Мы сидели у огня, пили вино или сбитень с кардамоном и корицей и говорили. Говорили обо всем. Я рассказывал ей о устройстве мира (конечно, выдавая это за мудрость древних философов или свои наблюдения), она рассказывала о хитросплетениях московской торговли. Мы спорили. Смеялись. Иногда просто молчали, глядя на угли.
С ней было легко. Пугающе легко. Я ловил себя на мысли, что в этом веке, за исключением разве что Беллы, мне ни с кем не было так просто. Вот правда. Не нужно было притворяться суровым воякой, не нужно было взвешивать каждое слово. Она понимала полутоны. Понимала иронию. Ее ум был гибким, живым, жадным до нового.
И это пугало меня до дрожи.
Потому что легкость рождает привязанность. А привязанность — это крючок, на который очень легко попасться, но с которого мучительно больно слезать.
Осталось не так уж и долго. Я уеду. Обоз уйдет на юг, колеса заскрипят, унося меня в степь, к войне, к крови, к дому. А она останется здесь. В своих каменных палатах, с книгами, картами и дубовыми бочками с вином. И со своим кожевенным делом.
Я сунул руку к груди под рубаху. Пальцы привычно нащупали гладкую кость. Амулет Беллы. Он был теплым, родным. Но в кармане штанов лежал другой знаковый символ — серебряный медальон, точная копия того, что носила Елизавета. Она подарила мне его пару дней назад, просто вложила в руку со словами: «На удачу».
Два талисмана. Две женщины. Две жизни, сплетенные в тугой узел.
Какой из них перевесит? Костяной, пахнущий дымом, глиной и полынью, или серебряный, пахнущий ладаном, гвоздикой и дорогими духами? Я не знал. И боялся узнать ответ.
Но пока я был в Москве, нужно было закончить главное дело.
— Бугай, собирайся, — сказал я прохладным утром, когда солнце уже начало плавить сосульки на крышах. — Поедем к Фоме. Пришло время для большой покупки.
Купец Фома, после того налёта на его подворье, смотрел на меня уже не как на клиента, а почти как на родственника. Спасение от разбойников сближает людей крепче, чем совместная пьянка. Он чувствовал за собой вину, что не уберег гостя на своей земле, и теперь старался загладить её усердием.
Фома поднял свои связи. Пошептался с нужными людьми на Пушечном дворе, с теми, кто списывал старое железо.
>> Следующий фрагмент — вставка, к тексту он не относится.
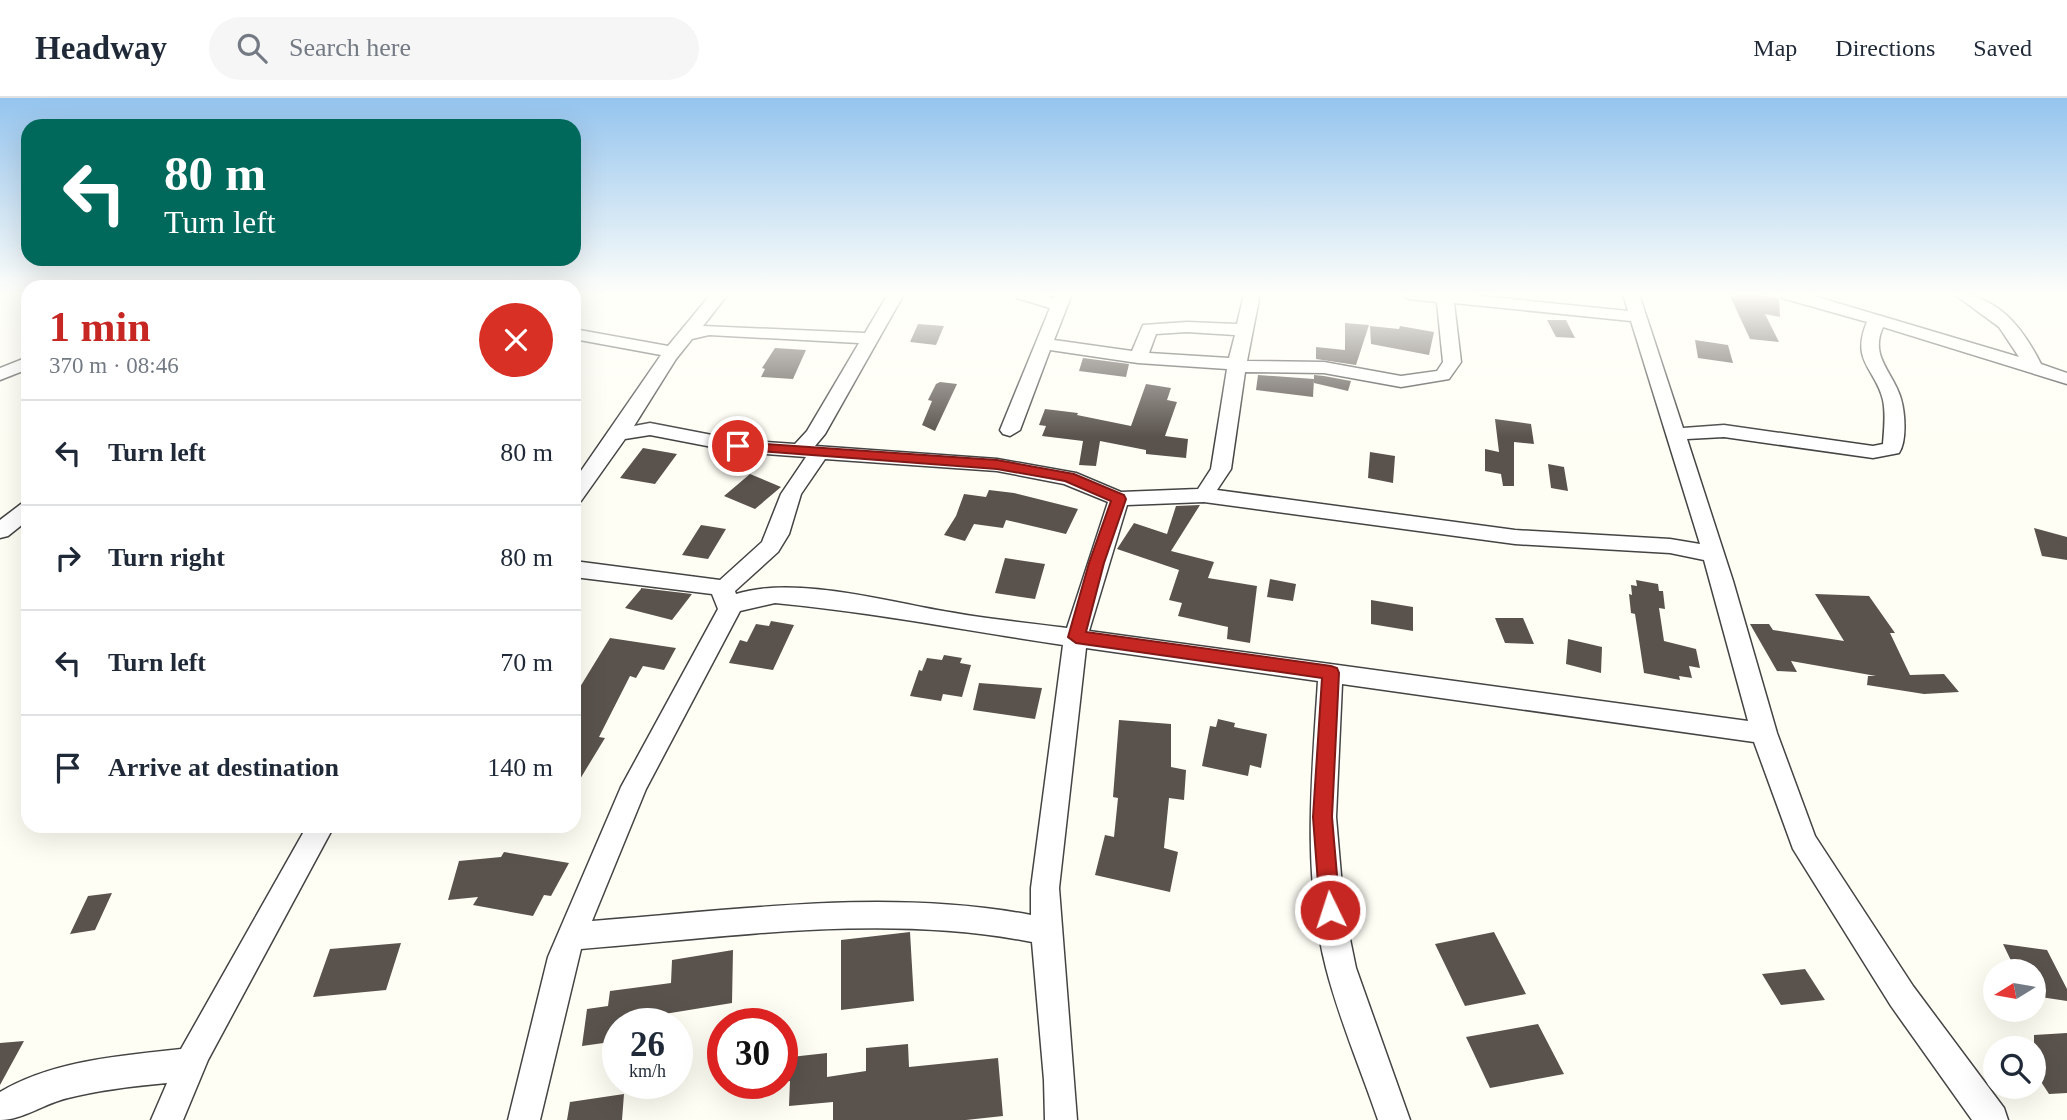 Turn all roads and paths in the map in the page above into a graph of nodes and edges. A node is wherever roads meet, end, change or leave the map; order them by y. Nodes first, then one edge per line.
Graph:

И результат превзошел мои ожидания.
Мы стояли на заднем дворе его склада, и я смотрел на свое сокровище.
Три фальконета. Бронзовые стволы позеленели от времени, но внутри, я проверил, металл был гладким, без раковин. Не новые, конечно, повидавшие виды, но вполне боевые. Калибр небольшой, одинаковый у всех, но для обороны острога или стрельбы картечью по плотным рядам янычар — самое то.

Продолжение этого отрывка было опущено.